Wednesday, December 3, 2014

I Am A Loser Baby #NaNoWriMo

In typical "365 Excuses By Julie" fashion, the excuses in November mounted up faster than lice can reproduce and I failed to meet my National Novel Writing Month (NaNoWriMo) goal of writing 50,000 words in one month. 

I fell about 13,000 words short. Here's what my NaNoWriMo words chart looked like:


Although, technically I am a loser, I do *feel* like a winner. (I hope that counts for something) I have about 37,000 words and 127 pages of a novel that I didn't have a month ago. I worked out some plot points, added some twists and subplots, flushed out some characters -- none of which would have happened if I hadn't attempted to write a novel in one month. 

Now, the goal is to continue the momentum and write through December.
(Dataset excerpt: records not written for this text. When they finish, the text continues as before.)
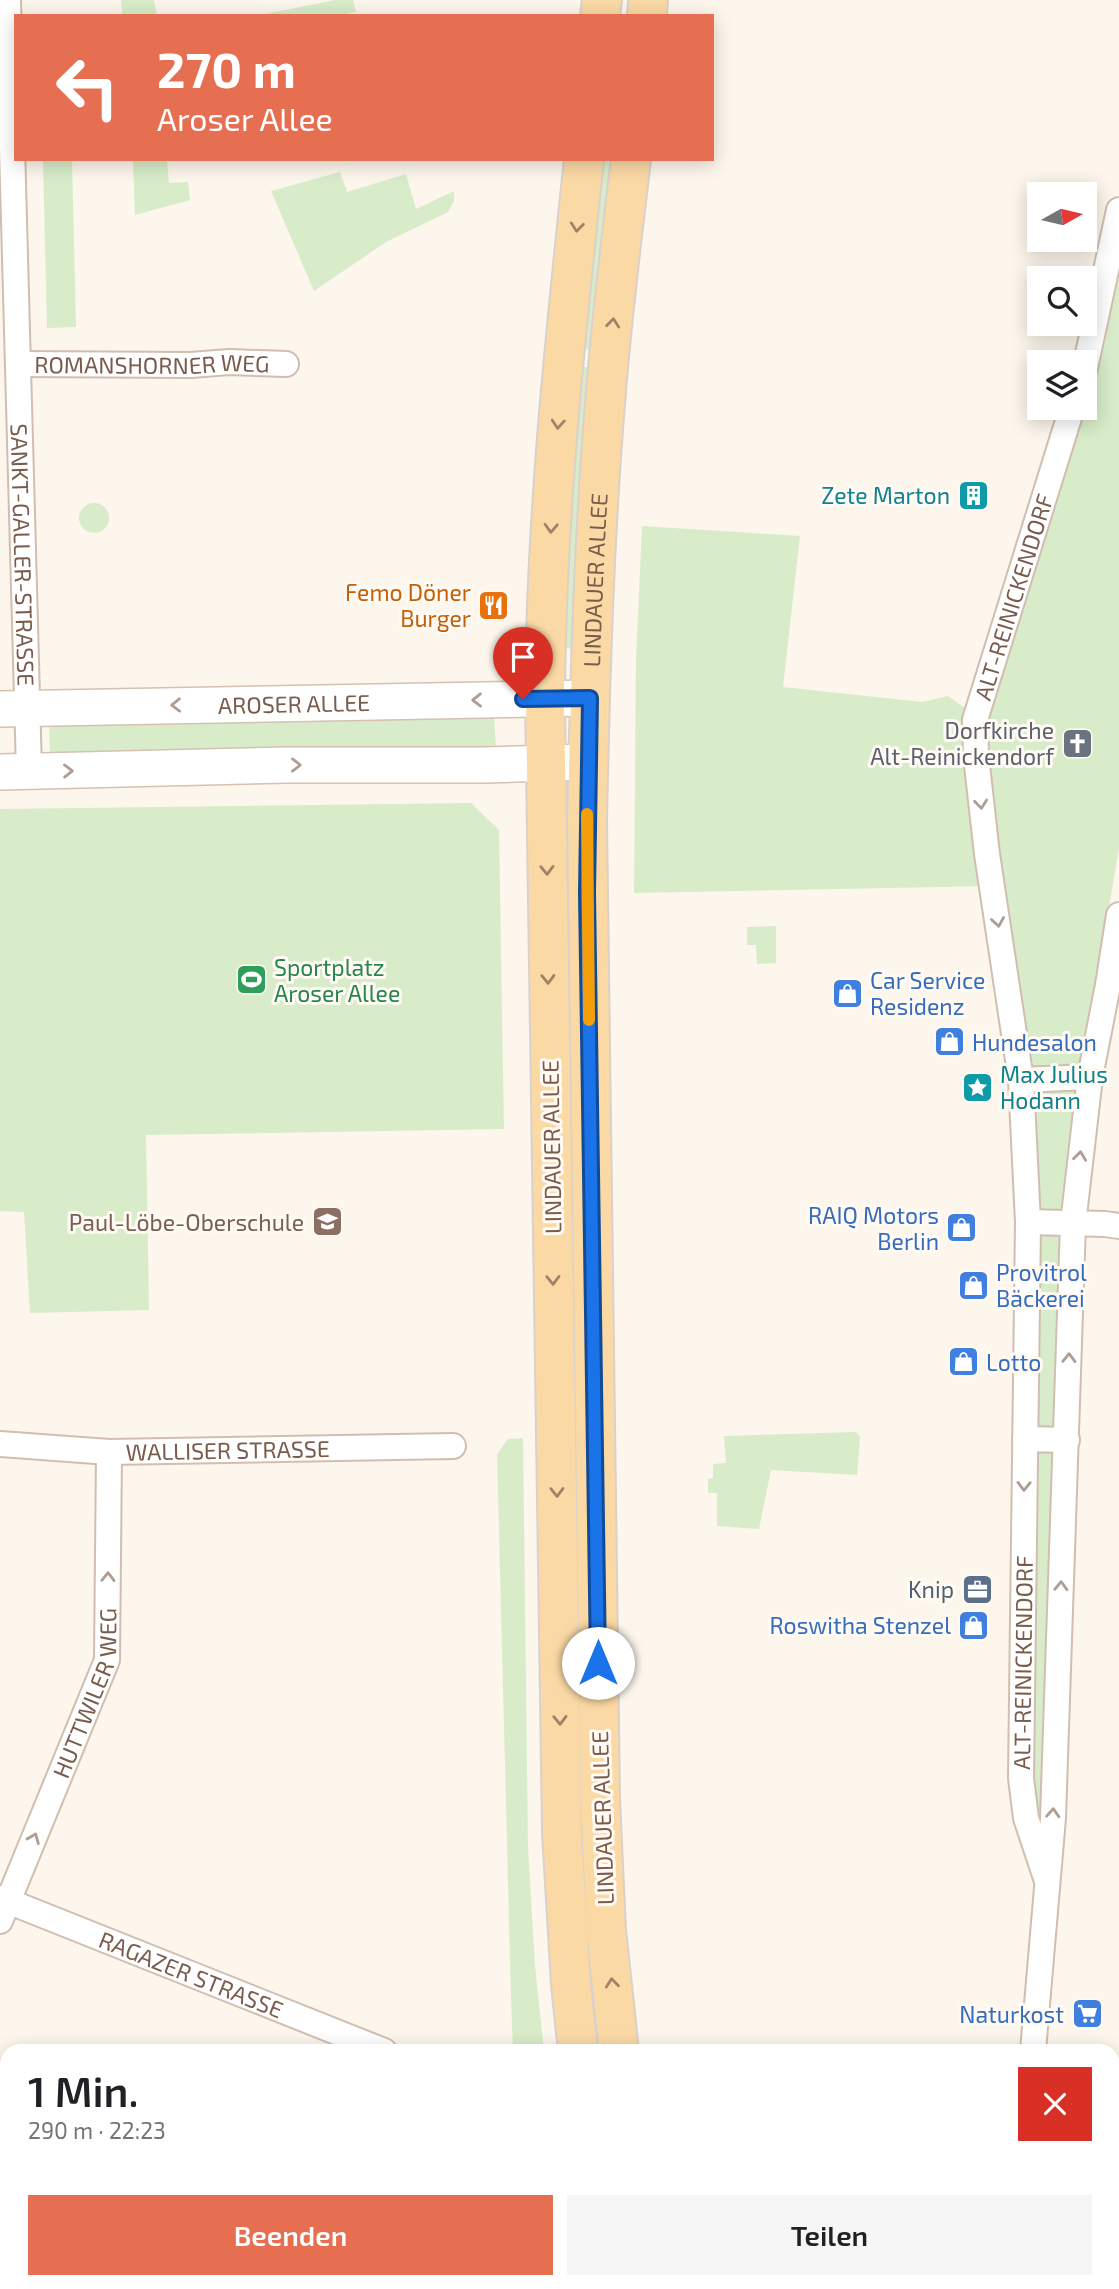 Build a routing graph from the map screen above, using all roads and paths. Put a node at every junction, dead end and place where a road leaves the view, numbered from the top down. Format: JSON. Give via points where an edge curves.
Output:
{"nodes":[{"id":1,"x":8,"y":0,"type":"edge"},
{"id":2,"x":584,"y":161,"type":"edge"},
{"id":3,"x":631,"y":161,"type":"edge"},
{"id":4,"x":1119,"y":210,"type":"edge"},
{"id":5,"x":8,"y":308,"type":"edge"},
{"id":6,"x":1089,"y":350,"type":"edge"},
{"id":7,"x":19,"y":364,"type":"junction"},
{"id":8,"x":286,"y":364,"type":"dead end"},
{"id":9,"x":1068,"y":420,"type":"edge"},
{"id":10,"x":590,"y":698,"type":"junction"},
{"id":11,"x":545,"y":699,"type":"junction"},
{"id":12,"x":13,"y":708,"type":"edge"},
{"id":13,"x":545,"y":762,"type":"junction"},
{"id":14,"x":588,"y":762,"type":"junction"},
{"id":15,"x":15,"y":772,"type":"edge"},
{"id":16,"x":1118,"y":925,"type":"edge"},
{"id":17,"x":1090,"y":1077,"type":"junction"},
{"id":18,"x":1021,"y":1080,"type":"junction"},
{"id":19,"x":1028,"y":1222,"type":"junction"},
{"id":20,"x":1073,"y":1224,"type":"junction"},
{"id":21,"x":1119,"y":1226,"type":"edge"},
{"id":22,"x":1025,"y":1439,"type":"junction"},
{"id":23,"x":1066,"y":1440,"type":"junction"},
{"id":24,"x":0,"y":1444,"type":"edge"},
{"id":25,"x":453,"y":1446,"type":"dead end"},
{"id":26,"x":109,"y":1452,"type":"junction"},
{"id":27,"x":1047,"y":1881,"type":"junction"},
{"id":28,"x":3,"y":1907,"type":"edge"},
{"id":29,"x":365,"y":2044,"type":"edge"},
{"id":30,"x":577,"y":2044,"type":"edge"},
{"id":31,"x":618,"y":2044,"type":"edge"},
{"id":32,"x":1033,"y":2044,"type":"edge"}],
"edges":[{"from":1,"to":5,"type":"street","name":"SANKT-GALLER-STRASSE"},
{"from":2,"to":11,"type":"main road","name":"LINDAUER ALLEE","one_way":true,"via":[[553,490]]},
{"from":10,"to":3,"type":"main road","name":"LINDAUER ALLEE","one_way":true,"via":[[602,450]]},
{"from":4,"to":6,"type":"street"},
{"from":5,"to":7,"type":"street","name":"SANKT-GALLER-STRASSE"},
{"from":7,"to":8,"type":"street","name":"ROMANSHORNER WEG"},
{"from":7,"to":12,"type":"street","name":"SANKT-GALLER-STRASSE"},
{"from":9,"to":18,"type":"street","name":"ALT-REINICKENDORF","one_way":true,"via":[[975,715],[987,854]]},
{"from":10,"to":11,"type":"main road","name":"AROSER ALLEE"},
{"from":10,"to":14,"type":"main road","name":"LINDAUER ALLEE"},
{"from":11,"to":12,"type":"main road","name":"AROSER ALLEE","one_way":true},
{"from":11,"to":13,"type":"main road","name":"LINDAUER ALLEE"},
{"from":12,"to":15,"type":"street","name":"SANKT-GALLER-STRASSE"},
{"from":13,"to":14,"type":"main road"},
{"from":15,"to":13,"type":"main road","one_way":true},
{"from":13,"to":30,"type":"main road","name":"LINDAUER ALLEE","one_way":true,"via":[[562,1832]]},
{"from":31,"to":14,"type":"main road","name":"LINDAUER ALLEE","one_way":true,"via":[[606,1930],[600,1799]]},
{"from":16,"to":17,"type":"street","name":"ALT-REINICKENDORF"},
{"from":17,"to":18,"type":"street"},
{"from":20,"to":17,"type":"street","name":"ALT-REINICKENDORF","one_way":true},
{"from":18,"to":19,"type":"street","name":"ALT-REINICKENDORF"},
{"from":19,"to":20,"type":"street"},
{"from":19,"to":22,"type":"street","name":"ALT-REINICKENDORF"},
{"from":20,"to":21,"type":"street"},
{"from":23,"to":20,"type":"street","name":"ALT-REINICKENDORF","one_way":true},
{"from":22,"to":23,"type":"street"},
{"from":22,"to":27,"type":"street","name":"ALT-REINICKENDORF","one_way":true,"via":[[1022,1799]]},
{"from":27,"to":23,"type":"street","name":"ALT-REINICKENDORF","one_way":true},
{"from":24,"to":26,"type":"street","name":"WALLISER STRASSE"},
{"from":25,"to":26,"type":"street","name":"WALLISER STRASSE"},
{"from":28,"to":26,"type":"street","name":"HUTTWILER WEG","one_way":true,"via":[[107,1660]]},
{"from":27,"to":32,"type":"street","name":"ALT-REINICKENDORF"},
{"from":28,"to":29,"type":"street","name":"RAGAZER STRASSE"}]} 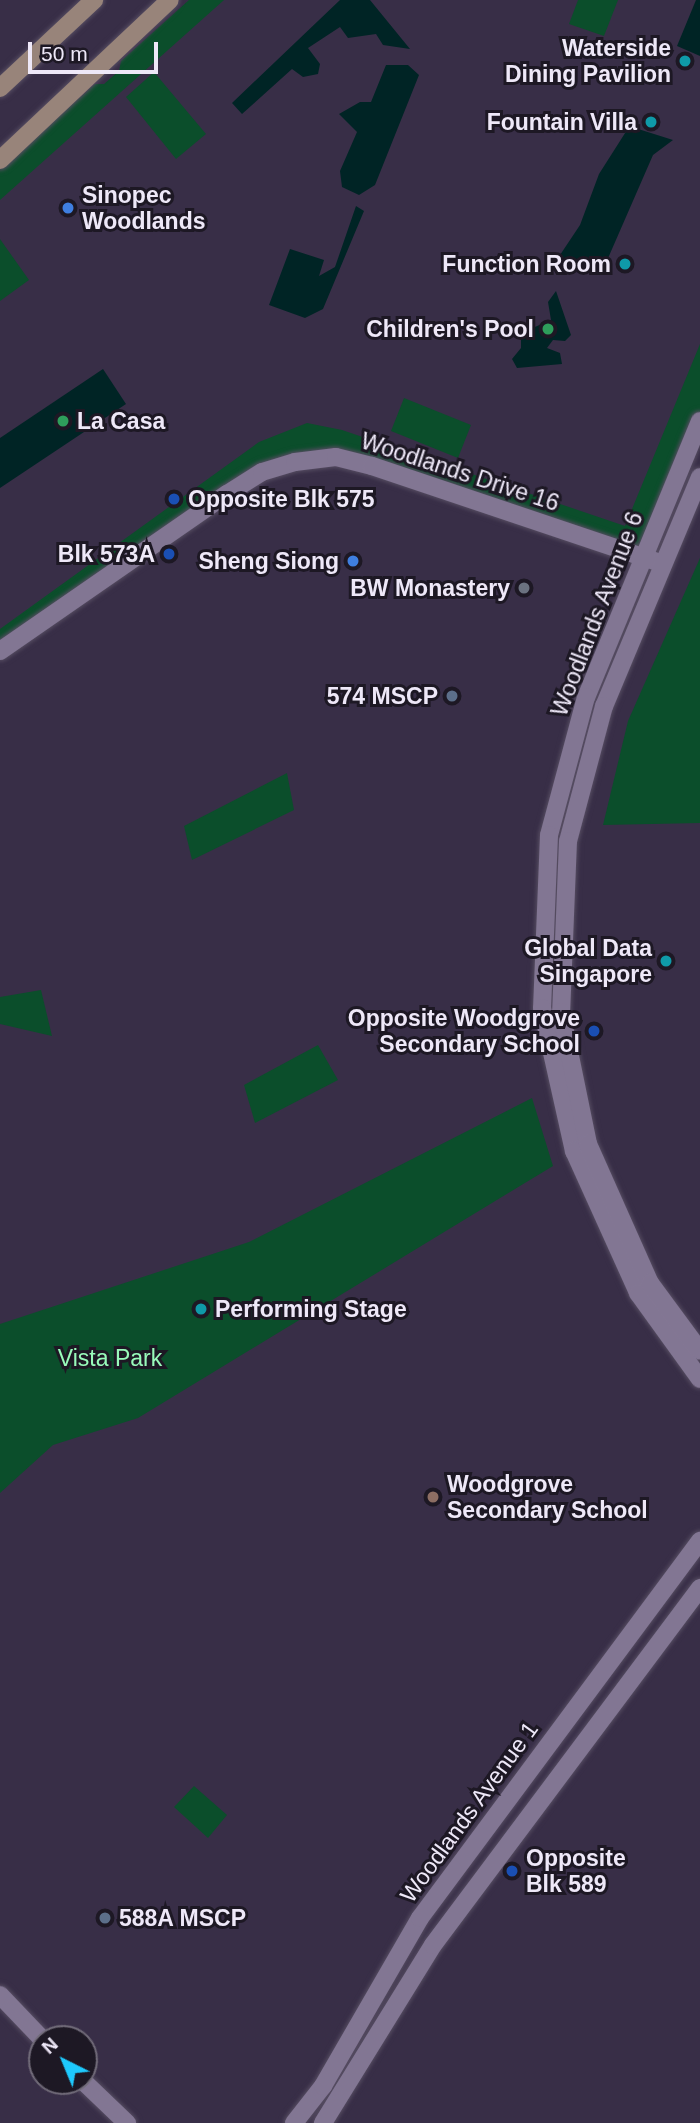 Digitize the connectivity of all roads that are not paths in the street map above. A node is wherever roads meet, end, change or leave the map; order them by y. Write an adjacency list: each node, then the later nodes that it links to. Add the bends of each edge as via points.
1 (94, 0): 3 (main road)
2 (170, 0): 4 (main road)
3 (0, 88)
4 (0, 160)
5 (700, 421): 7 (street, Woodlands Avenue 6)
6 (700, 477): 8 (street, Woodlands Avenue 6)
7 (643, 559): 8 (street, Woodlands Drive 16); 9 (street, Woodlands Drive 16, via 372,466 336,457 295,462 262,472 227,494); 11 (street, Woodlands Avenue 6, via 586,697 549,835 542,1008 574,1150 638,1293)
8 (663, 564): 10 (street, Woodlands Avenue 6, via 604,706 568,841 561,1012 588,1144 650,1283)
9 (0, 651)
10 (700, 1351)
11 (700, 1380)
12 (700, 1541): 15 (street, Woodlands Avenue 1)
13 (700, 1588): 14 (street)
14 (591, 1731): 15 (street, via 571,1736); 21 (street, via 433,1945)
15 (531, 1768): 20 (street, Woodlands Avenue 1, via 420,1918 323,2086)
16 (0, 1995): 17 (street)
17 (29, 2025)
18 (98, 2095): 19 (street)
19 (127, 2123)
20 (294, 2123)
21 (323, 2123)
Then start revising revising revising.

For those goal-oriented and nagging friends of mine (you know who you are) -- my goal is to be finished with self-editing by February (Finish It February) so I can share with my writer's group and other readers. 

(Now I just need a fancy chart like I got on NaNoWriMo.org) 

Wednesday, November 19, 2014

There Is A Louse In My House #drasticmeasures #amNOTwriting

I've been behind on my NaNoWriMo word count but nothing a few word sprints couldn't solve… But, when you have three children, you never know what surprises might keep you from your plans. This time, it was lice.

Remember my blog post a while back titled "I Wasn't Prepared for THIS!"? Well, add lice to the list of things I did not think of when my children were just a twinkle in my eye. More specifically, the idea that I, at 38 years old, would be experiencing my first case of head lice.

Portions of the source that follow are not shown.